Slides from the recent Accumulo Summit have been posted online. There are 17 presentations from folks at Cloudera, Hortonworks, Sqrrl, and more. Topics include Accumulo and YARN, the Accumulo community, and security for Accumulo.

http://www.slideshare.net/AccumuloSummit

The DataStax Cassandra SF users group hosted a talk on building applications with the Kiji Framework. Kiji, which is a framework for building applications, used to be tied to HBase but recently added Cassandra as a storage backend. Hakka Labs has a video of the presentation, which covers integrating Cassandra and Kiji.

http://www.hakkalabs.co/articles/building-big-data-applications-kiji-framework

There have been plenty of articles and presentations on the differences between Hadoop 1 & Hadoop 2, but there are so many new features that it's good to reiterate them. These slides do a good job of summarizing the major changes without diving into too much of the implementation details and also provide a good overview of what's next for Hadoop.

http://www.slideshare.net/bigdatajoe/hadoop-past-present-and-future-v11-36085792

I've been spending a lot of time with docker recently, and it seems to open up a whole lot of new possibilities. In this case, SequenceIQ is deploying Apache Ambari as a docker container, which in turn spins up a full a Hadoop cluster. They're doing some interesting things with serf for discovering the nodes in the cluster and setting up DNS. The ultimate goal is a docker-based, cloud-independent system for deploying Hadoop clusters.

http://blog.sequenceiq.com/blog/2014/06/17/ambari-cluster-on-docker/

In the first of two posts by Cloudera on Project Rhino and Hadoop security, the Cloudera blog covers some of the technical details of implementing encryption at rest on HDFS. As a quick recap—Project Rhino is a push started by Intel to bring hardware-accelerated encryption support to Hadoop. As part of the Cloudera/Intel deal, Cloudera joins Intel working on Project Rhino. This post covers the role of a key-server and hardware acceleration in implementing HDFS encryption at rest.
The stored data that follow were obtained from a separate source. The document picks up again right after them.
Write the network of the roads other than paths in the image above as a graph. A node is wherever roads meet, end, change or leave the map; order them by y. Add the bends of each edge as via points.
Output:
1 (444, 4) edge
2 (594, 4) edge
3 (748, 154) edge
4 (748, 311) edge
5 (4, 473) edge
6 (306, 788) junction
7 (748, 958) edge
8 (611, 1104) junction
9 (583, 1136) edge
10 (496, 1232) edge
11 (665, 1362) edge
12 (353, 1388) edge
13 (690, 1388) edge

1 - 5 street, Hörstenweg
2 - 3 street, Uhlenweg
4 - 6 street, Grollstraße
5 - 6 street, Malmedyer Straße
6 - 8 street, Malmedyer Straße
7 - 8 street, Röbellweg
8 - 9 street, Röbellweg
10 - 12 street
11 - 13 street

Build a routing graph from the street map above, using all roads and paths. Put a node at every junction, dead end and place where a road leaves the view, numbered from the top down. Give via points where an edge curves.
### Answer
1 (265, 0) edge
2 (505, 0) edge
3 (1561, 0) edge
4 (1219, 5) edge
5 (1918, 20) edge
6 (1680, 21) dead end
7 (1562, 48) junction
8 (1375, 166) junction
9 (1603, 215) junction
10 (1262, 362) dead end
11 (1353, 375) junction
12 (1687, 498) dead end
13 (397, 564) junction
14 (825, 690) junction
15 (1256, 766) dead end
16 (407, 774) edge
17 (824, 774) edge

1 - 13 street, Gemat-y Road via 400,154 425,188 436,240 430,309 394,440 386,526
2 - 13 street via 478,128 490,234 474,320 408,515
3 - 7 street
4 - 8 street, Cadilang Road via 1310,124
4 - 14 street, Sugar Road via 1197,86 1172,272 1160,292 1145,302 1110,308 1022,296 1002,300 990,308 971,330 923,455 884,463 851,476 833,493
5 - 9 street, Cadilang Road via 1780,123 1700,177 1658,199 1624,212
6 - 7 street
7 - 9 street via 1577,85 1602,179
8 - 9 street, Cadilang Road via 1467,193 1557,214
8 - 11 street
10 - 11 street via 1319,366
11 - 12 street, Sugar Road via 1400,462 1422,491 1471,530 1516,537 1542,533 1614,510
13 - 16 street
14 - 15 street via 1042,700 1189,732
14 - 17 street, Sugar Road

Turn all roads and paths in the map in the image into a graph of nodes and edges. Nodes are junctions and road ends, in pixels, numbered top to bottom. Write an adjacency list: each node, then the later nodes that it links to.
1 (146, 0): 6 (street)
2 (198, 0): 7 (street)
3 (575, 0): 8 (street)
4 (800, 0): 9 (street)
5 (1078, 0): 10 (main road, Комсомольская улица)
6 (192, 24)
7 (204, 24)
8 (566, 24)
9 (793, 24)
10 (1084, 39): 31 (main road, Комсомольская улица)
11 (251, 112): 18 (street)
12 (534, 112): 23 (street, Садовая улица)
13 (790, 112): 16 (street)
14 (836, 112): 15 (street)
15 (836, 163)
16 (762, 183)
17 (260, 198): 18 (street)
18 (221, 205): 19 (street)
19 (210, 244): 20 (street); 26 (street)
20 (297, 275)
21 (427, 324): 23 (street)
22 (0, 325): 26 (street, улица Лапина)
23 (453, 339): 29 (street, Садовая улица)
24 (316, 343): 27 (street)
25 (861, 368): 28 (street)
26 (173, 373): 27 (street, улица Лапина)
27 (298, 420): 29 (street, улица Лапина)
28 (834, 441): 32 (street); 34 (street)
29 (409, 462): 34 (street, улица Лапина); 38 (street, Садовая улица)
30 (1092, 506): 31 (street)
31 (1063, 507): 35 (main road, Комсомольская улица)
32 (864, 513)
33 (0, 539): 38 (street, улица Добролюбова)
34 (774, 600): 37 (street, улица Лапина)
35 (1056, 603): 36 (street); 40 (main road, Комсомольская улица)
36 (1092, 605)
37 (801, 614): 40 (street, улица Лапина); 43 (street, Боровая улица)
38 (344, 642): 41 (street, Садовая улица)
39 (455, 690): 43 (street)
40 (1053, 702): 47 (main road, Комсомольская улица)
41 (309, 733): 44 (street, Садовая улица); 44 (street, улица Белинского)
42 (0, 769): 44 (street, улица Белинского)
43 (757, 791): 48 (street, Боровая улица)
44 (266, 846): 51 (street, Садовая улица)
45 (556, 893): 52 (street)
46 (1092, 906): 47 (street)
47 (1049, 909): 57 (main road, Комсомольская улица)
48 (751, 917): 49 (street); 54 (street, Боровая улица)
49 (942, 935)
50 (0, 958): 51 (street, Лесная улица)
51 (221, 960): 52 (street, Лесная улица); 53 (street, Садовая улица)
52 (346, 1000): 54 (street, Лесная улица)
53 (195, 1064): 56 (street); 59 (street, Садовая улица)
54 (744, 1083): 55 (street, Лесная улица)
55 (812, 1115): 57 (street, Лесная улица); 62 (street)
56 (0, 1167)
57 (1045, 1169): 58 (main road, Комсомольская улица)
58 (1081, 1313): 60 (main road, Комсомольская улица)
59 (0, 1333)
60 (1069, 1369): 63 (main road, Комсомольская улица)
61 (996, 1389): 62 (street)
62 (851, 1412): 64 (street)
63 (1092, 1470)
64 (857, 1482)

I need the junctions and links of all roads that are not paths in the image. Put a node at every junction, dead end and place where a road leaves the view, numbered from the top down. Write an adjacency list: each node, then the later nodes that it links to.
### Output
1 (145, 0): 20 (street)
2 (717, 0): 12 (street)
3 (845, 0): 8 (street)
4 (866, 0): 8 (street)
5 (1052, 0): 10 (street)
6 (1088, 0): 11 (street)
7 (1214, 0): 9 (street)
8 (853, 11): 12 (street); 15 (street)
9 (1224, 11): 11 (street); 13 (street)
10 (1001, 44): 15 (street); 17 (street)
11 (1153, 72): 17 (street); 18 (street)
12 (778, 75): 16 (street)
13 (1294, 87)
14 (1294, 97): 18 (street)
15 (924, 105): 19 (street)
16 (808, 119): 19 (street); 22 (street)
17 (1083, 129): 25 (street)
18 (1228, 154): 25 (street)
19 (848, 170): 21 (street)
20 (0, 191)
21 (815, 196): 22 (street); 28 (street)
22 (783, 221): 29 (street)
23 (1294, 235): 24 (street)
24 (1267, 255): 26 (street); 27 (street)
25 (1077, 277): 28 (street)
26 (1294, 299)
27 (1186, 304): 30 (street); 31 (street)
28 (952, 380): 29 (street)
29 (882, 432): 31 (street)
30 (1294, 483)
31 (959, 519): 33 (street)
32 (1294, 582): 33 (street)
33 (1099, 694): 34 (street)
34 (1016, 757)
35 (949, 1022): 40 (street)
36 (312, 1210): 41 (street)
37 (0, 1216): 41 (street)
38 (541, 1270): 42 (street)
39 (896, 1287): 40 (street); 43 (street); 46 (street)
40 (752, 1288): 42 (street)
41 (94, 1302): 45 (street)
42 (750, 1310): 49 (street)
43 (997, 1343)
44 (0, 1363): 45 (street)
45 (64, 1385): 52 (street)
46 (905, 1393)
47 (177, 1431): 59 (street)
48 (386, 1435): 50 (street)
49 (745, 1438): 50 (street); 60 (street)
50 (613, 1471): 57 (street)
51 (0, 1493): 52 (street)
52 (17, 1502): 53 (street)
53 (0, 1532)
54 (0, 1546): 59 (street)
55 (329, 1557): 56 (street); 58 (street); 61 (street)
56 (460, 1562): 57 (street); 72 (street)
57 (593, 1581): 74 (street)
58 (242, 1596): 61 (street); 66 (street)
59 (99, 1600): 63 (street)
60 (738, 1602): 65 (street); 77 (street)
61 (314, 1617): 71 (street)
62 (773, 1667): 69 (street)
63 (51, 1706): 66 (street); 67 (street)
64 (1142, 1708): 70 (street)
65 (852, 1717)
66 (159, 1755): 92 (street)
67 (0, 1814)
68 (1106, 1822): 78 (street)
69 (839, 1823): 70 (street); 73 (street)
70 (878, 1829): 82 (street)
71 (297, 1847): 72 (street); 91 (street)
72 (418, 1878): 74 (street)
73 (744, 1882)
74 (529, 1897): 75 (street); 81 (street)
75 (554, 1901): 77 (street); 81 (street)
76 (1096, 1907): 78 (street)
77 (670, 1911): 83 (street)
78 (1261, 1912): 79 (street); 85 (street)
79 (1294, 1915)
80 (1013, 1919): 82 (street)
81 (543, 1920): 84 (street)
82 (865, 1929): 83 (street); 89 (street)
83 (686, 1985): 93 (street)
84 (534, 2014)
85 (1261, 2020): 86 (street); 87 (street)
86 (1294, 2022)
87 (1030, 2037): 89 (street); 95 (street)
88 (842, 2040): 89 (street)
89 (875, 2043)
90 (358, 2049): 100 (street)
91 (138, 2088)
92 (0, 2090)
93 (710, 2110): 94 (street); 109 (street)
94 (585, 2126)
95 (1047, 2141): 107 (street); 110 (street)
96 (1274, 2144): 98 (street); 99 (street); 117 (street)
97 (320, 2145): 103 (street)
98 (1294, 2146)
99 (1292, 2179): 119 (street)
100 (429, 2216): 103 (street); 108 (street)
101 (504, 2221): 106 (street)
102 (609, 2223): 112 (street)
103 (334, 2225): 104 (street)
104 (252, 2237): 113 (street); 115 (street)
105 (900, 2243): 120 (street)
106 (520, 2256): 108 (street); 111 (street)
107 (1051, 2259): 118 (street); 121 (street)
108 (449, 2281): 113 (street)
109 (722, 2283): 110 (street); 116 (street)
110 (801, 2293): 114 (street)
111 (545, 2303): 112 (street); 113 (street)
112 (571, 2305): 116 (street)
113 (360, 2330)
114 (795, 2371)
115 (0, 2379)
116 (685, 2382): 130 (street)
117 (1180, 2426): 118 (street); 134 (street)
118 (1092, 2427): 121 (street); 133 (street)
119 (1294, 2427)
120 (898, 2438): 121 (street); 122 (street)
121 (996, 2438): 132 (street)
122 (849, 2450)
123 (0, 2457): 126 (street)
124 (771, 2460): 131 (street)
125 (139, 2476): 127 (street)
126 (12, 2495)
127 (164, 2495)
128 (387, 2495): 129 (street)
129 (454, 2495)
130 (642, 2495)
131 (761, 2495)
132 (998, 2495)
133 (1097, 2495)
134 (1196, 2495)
http://blog.cloudera.com/blog/2014/06/project-rhino-goal-at-rest-encryption/

Etsy has open-sourced Conjecture, their predictive modeling pipeline. The framework uses Scalding for parallelized model training. The post unveiling Conjecture contains more background on the scalding jobs as well as other parts of the system.

http://codeascraft.com/2014/06/18/conjecture-scalable-machine-learning-in-hadoop-with-scalding/

Kickstarter has posted a presentation on their data pipeline. While they’re using Redshift for the majority of the analysis, they make use of Sqoop and Hadoop Streaming on Amazon’s EMR as well. There are some interesting ideas around their workflow for data requests using Trello.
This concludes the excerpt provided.